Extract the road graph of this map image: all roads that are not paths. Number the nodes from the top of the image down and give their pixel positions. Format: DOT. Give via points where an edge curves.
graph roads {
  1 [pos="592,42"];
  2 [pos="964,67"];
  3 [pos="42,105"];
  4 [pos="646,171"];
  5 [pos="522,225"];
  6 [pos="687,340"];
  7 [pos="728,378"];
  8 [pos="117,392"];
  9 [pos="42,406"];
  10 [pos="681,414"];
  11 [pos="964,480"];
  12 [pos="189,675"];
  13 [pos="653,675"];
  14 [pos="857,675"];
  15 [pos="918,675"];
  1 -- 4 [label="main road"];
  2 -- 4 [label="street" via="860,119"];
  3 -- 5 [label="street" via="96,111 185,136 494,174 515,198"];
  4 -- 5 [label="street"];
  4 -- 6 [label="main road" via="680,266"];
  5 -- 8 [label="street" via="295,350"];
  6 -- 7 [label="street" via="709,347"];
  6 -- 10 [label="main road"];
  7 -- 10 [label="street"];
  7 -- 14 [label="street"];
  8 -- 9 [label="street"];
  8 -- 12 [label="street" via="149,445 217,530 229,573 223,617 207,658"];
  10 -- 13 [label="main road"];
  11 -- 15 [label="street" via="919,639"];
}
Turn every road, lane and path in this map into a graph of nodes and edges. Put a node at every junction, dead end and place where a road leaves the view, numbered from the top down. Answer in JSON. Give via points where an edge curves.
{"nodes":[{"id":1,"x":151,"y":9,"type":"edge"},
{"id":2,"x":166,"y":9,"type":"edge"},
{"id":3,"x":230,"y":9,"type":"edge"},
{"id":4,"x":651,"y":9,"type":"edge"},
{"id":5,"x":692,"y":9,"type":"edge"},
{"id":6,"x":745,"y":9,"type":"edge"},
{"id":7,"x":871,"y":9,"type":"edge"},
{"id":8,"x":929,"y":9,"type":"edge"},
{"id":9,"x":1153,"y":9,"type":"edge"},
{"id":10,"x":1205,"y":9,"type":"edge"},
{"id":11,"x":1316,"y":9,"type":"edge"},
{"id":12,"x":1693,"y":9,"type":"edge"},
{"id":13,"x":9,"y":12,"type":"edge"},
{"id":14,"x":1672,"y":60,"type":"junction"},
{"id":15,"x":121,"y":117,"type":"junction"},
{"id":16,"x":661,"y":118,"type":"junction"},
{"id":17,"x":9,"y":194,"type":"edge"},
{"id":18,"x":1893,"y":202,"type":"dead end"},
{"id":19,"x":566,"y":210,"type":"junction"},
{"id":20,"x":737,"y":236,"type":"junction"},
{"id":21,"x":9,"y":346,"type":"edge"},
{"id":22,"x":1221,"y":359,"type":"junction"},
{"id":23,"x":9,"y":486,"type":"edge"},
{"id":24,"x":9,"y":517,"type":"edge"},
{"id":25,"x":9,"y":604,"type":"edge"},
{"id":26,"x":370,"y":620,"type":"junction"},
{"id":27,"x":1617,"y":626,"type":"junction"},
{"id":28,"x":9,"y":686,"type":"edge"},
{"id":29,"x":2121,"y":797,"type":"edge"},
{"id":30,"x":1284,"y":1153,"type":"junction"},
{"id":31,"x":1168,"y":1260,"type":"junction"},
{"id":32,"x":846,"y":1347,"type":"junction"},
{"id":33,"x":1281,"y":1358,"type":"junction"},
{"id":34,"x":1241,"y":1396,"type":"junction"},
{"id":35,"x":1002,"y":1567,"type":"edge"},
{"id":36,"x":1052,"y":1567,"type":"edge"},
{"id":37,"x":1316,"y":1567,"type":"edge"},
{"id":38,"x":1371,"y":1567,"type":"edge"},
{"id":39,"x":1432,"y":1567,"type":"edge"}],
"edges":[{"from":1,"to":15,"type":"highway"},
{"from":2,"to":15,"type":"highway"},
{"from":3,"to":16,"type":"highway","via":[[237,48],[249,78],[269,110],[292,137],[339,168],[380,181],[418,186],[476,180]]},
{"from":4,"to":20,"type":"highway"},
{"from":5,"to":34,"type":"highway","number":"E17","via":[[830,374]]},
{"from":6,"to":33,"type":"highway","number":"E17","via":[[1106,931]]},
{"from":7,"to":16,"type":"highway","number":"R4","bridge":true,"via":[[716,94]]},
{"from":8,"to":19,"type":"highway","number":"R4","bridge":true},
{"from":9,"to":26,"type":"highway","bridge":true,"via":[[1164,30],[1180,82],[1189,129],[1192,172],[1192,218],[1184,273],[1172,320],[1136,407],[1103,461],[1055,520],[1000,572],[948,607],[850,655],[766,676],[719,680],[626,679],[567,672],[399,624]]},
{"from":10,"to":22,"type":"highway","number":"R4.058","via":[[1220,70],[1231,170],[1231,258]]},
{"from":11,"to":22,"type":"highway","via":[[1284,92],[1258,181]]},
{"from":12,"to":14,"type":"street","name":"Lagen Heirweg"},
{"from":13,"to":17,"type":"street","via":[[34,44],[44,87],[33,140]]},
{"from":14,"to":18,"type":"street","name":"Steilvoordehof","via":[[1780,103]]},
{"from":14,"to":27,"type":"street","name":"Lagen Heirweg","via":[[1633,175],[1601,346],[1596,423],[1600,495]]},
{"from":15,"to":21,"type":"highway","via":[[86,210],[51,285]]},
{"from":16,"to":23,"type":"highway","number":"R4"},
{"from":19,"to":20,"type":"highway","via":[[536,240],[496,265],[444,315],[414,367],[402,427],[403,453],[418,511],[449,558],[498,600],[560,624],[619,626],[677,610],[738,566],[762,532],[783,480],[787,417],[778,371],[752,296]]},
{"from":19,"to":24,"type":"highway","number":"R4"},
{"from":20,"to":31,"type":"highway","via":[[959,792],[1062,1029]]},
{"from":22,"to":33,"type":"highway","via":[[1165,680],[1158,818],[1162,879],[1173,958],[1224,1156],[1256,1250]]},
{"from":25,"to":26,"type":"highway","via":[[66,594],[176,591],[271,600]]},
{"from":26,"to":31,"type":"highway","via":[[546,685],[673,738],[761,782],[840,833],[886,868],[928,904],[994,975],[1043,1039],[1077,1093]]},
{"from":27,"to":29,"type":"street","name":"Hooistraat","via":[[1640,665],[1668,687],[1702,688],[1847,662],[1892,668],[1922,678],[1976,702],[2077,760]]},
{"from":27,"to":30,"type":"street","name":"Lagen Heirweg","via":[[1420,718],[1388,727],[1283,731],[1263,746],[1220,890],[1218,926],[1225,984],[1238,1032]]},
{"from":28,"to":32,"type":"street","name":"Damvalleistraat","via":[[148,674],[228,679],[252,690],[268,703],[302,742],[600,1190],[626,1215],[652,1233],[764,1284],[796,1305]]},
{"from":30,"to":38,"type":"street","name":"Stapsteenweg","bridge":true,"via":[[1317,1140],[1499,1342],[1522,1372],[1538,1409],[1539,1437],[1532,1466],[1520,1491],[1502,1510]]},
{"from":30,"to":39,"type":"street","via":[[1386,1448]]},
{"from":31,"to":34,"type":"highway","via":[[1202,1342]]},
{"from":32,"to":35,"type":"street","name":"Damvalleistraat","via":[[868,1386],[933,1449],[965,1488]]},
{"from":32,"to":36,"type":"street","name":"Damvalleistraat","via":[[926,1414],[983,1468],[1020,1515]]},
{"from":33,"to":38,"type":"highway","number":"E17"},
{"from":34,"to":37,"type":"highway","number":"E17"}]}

ASSIGNMENT: With "Lagen" as the string to find, copy every line of the records that holds it.

EXERCISE RESULT:
{"from":12,"to":14,"type":"street","name":"Lagen Heirweg"},
{"from":14,"to":27,"type":"street","name":"Lagen Heirweg","via":[[1633,175],[1601,346],[1596,423],[1600,495]]},
{"from":27,"to":30,"type":"street","name":"Lagen Heirweg","via":[[1420,718],[1388,727],[1283,731],[1263,746],[1220,890],[1218,926],[1225,984],[1238,1032]]},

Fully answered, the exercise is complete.